Dans plusieurs articles consacrés à la philosophie morale, j’ai précédemment développé des notions comme la bienveillance, le souci et l’attention pour autrui ou encore le soin de l’autre (éthique dite du « care »). Dans un virage à 180°, je souhaite partager un argumentaire sur le côté potentiellement contreproductif d’un tel positionnement éthique.
La philo d’Ogien, c’est un peu l’idée que « l’enfer est pavé de bonnes intentions ». Et si, le « vrai » bien, c’était de ne pas nuire à autrui, et rien de plus ?

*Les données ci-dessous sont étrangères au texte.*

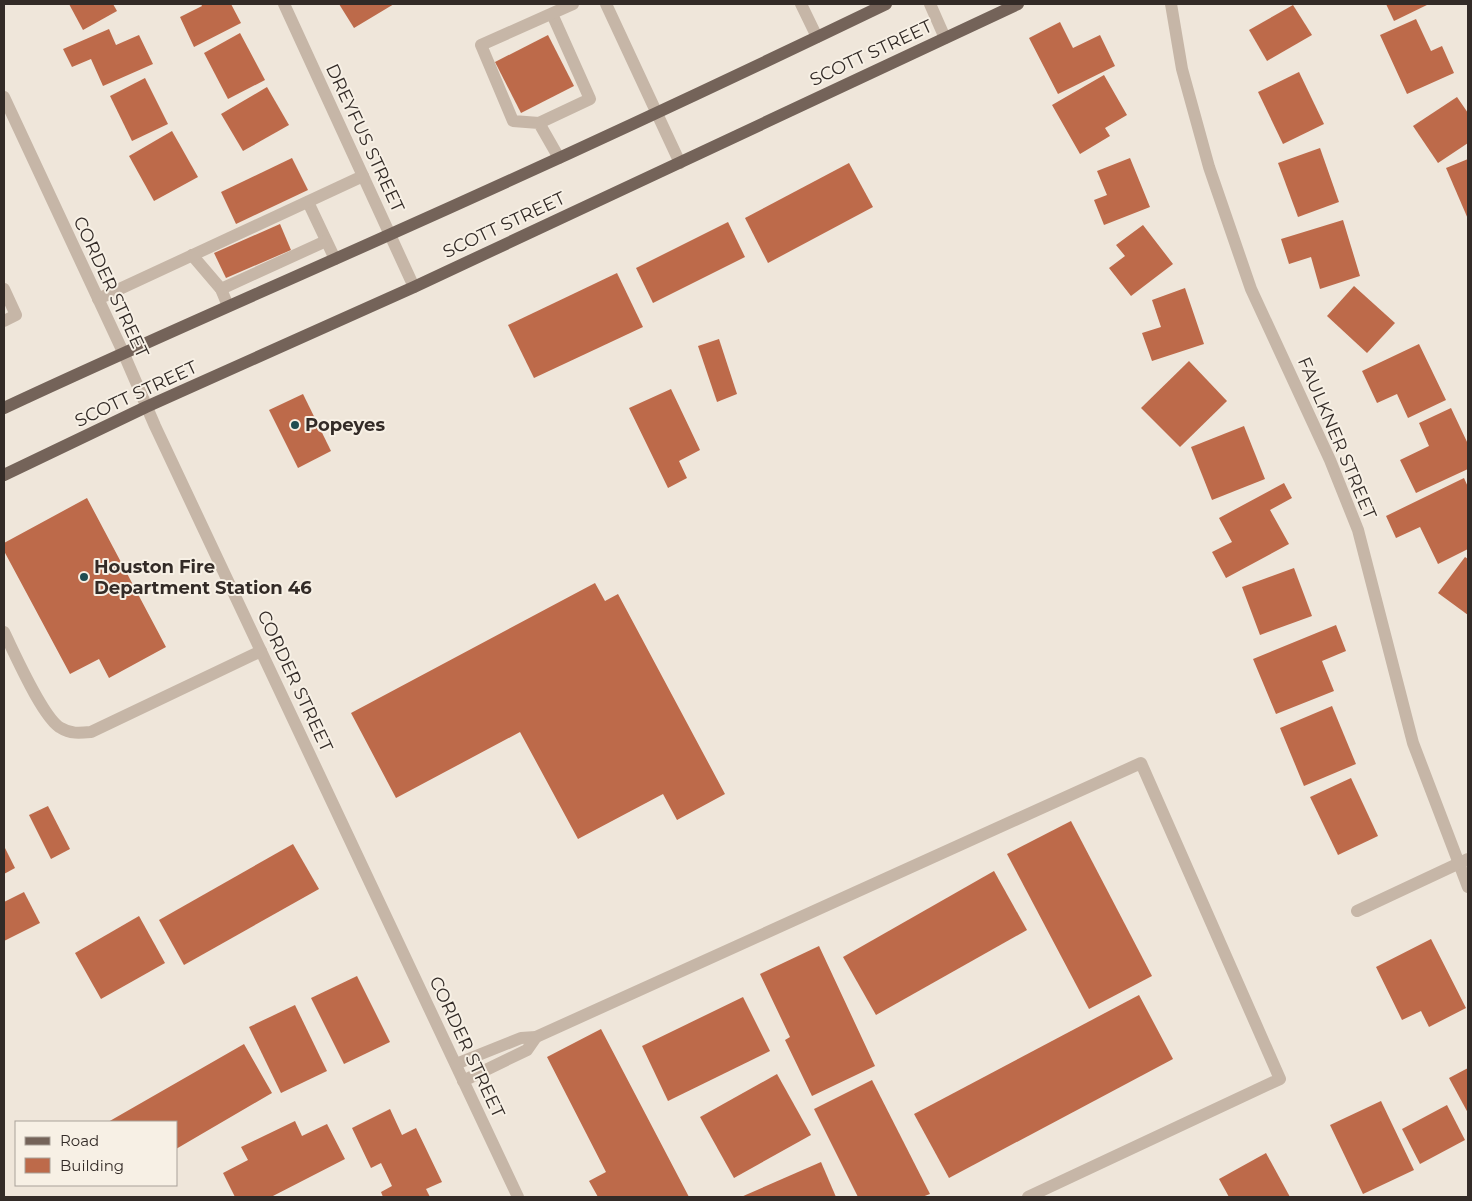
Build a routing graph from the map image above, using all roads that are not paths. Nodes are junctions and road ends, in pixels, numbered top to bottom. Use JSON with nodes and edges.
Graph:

Avant-propos concernant Ogien
Les essais de Ruwen Ogien sont particulièrement abordables tout en étant rigoureux et clairs. Il écrit pour être compris et on sent qu’il a un véritable souci didactique qui fait du bien à la philosophie. Son style est limpide, contrairement à certains philosophes continentaux qui camouflent la vacuité de leurs textes à grands renforts d’un vocabulaire pompeux et de formulations obscures. De plus, sa pensée n’est pas une pure abstraction déconnectée du réel. Au contraire, ses questionnements sont toujours ancrés dans la réalité concrète (à ce sujet, cf. notamment Dilemmes moraux et expériences de pensée en philosophie morale : tueriez-vous un homme pour en sauver cinq ? (2019)). Enfin, durant sa vie, il a su incarner sa philosophie morale : il est bien question d’en faire quelque chose sur le plan pratique, et pas de se contenter d’édicter des principes abstraits.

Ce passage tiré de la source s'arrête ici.